Он не испытывал облегчения оттого, что освободился от Рубикон. Лишь всепоглощающую потребность добраться до Беллы. Она будет рада ему, уверял он себя снова и снова, вдавливая каблуки в лошадиные бока. Он не может жить без нее. Она очистит его душу, наполнит сердце, заставит его снова почувствовать себя мужчиной.

Он скакал, останавливаясь только для того, чтобы сменить лошадей или поесть, чтобы набраться сил, когда давал себя знать голод. Ему не терпелось добраться до Беллы.

Какова будет встреча с Беллой, чем она закончится, Гидеон не знал; знал только, что должен увидеть ее — хоть на несколько часов, хоть на несколько минут, хоть на мгновение.

Белла сощурилась от яркого полуденного солнца, выглянув из окна спальни. Розы были в полном цвету. Сад позади дома представлял собой разлив розового, красного и белого. Она нужна розам, и они нужны ей. Розы успокаивали ее. Но уже целую неделю она не была ни в саду, ни в оранжерее. Жаркие августовские дни выманили ее гостей на улицу для игр на траве и другого пьяного разгула, и она не осмеливалась покидать свои покои из страха, что ее путь снова пересечется с кем-то из них.
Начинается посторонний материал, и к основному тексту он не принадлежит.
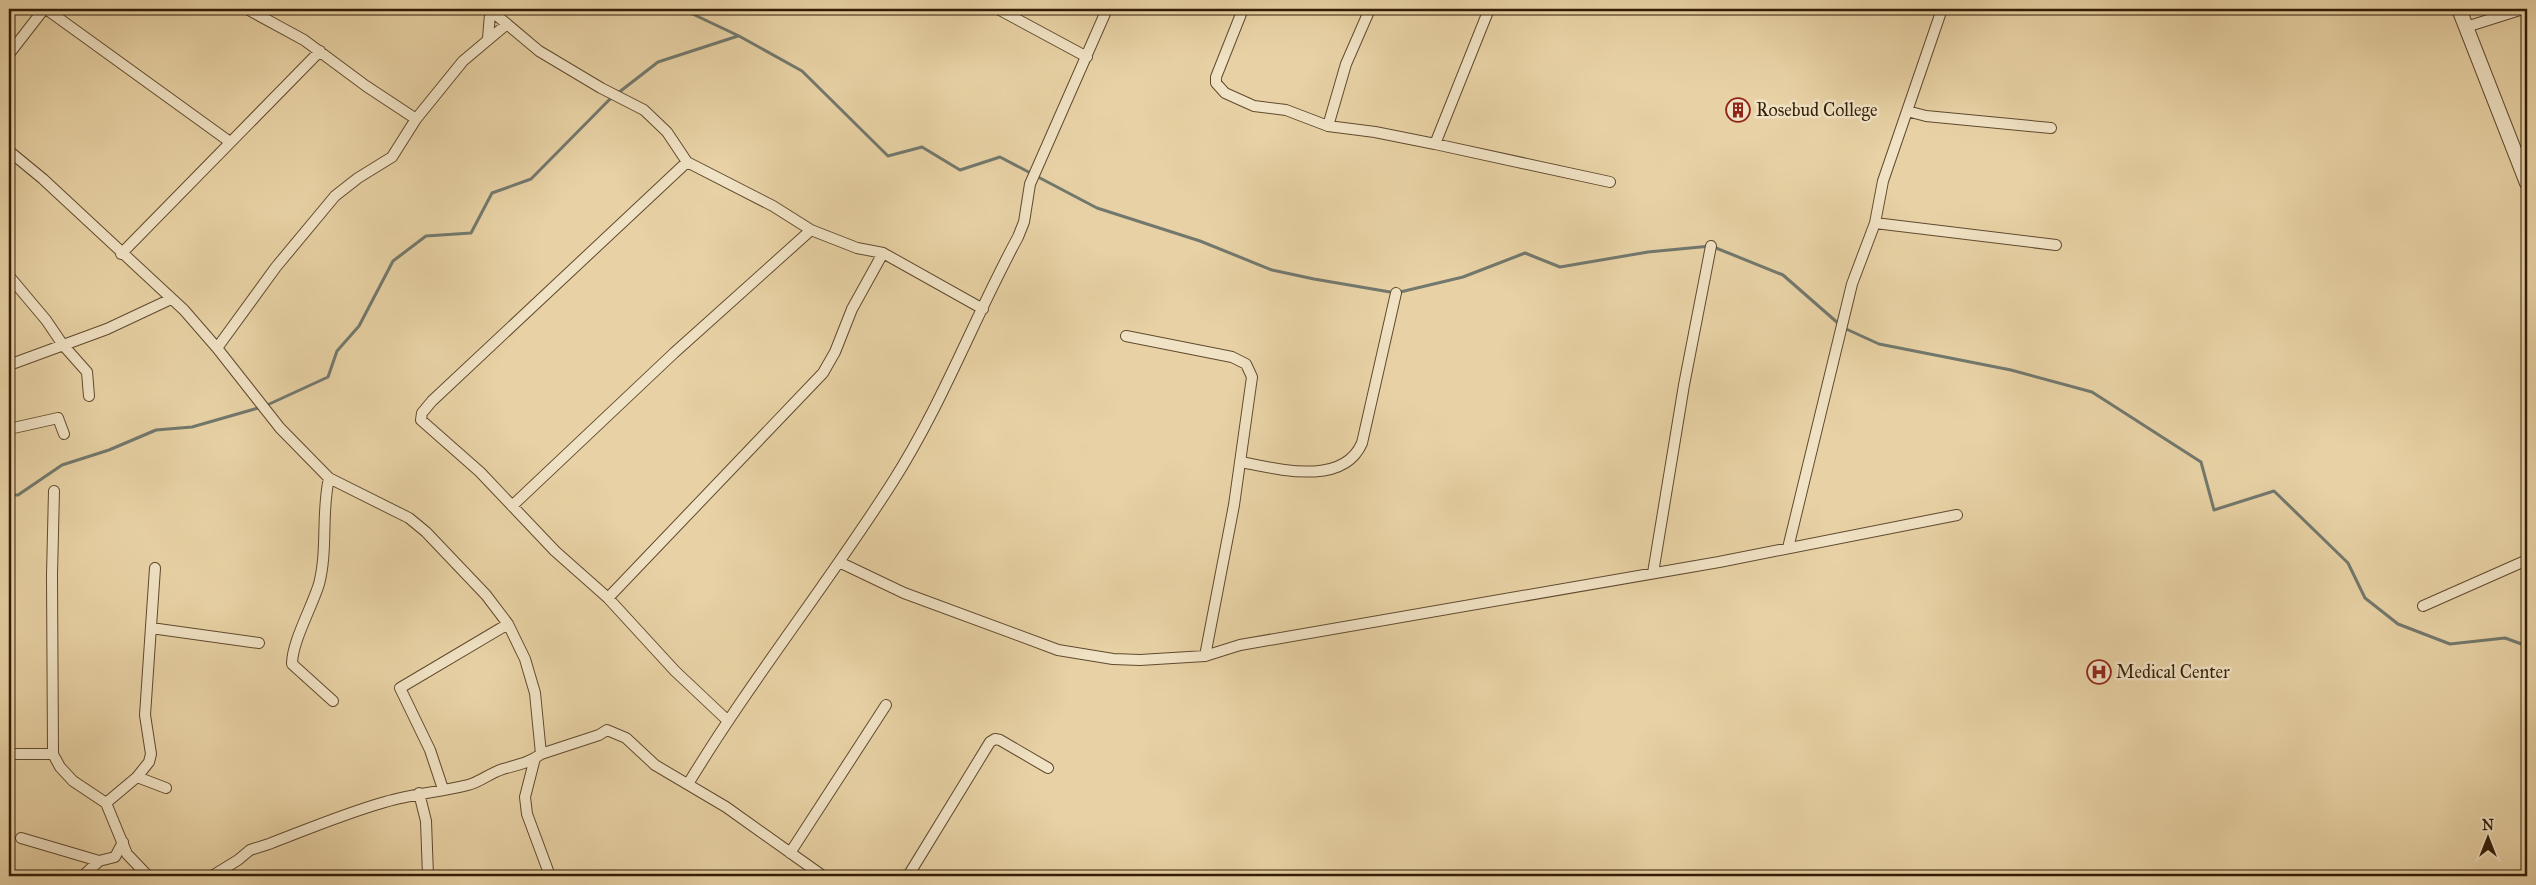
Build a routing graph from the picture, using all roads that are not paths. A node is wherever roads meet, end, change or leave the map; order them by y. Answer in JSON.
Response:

Почему они до сих пор не уехали? Почему он до сих пор не уехал? Обычно он останавливался здесь ненадолго, по пути в одно из его имений в Шотландии, или на обратном пути из Англии в Эдинбург. Несколько дней, в крайнем случае — неделя. Очень редко месяц. Белла надеялась, что он не поселиться здесь навсегда. Если это случится…

Морщины пересекли ее лоб. Он даже не заботится о своем поместье. Боухилл так мало значит для него, что он уступил его Филиппу и включил в брачный контракт. И тем не менее муж решил помучить ее и провести именно это лето здесь, в этом месте, которое когда-нибудь может стать ее домом, если он сойдет в могилу раньше ее.

Послышался стук в дверь гардеробной. Она напряглась.

— Леди Стерлинг? — донесся до нее голос горничной из-за двери.

Белла открыла.

— Да, Мейзи?

— Лорд Стерлинг желает видеть вас в своем кабинете, — сказала служанка. Ее рыжие брови были сдвинуты, а плечи ссутулены — она явно не хотела быть вестником дурных новостей.

Желудок Беллы скрутило в тугой ком. Выпрямившись, она кивнула. Служанка ушла. Белла взглянула на свое отражение в зеркале. Старый синяк давно прошел, лицо было бледным. Щеки чуть более впалые, чем обычно. Простое утреннее платье, которое на ней, подойдет, ибо она не осмелится тратить время на переодевание.

Отперев дверь спальни и гостиной, она тихонько спустилась с лестницы, чутко прислушиваясь к любым звукам, чтобы не столкнуться с кем-то из гостей.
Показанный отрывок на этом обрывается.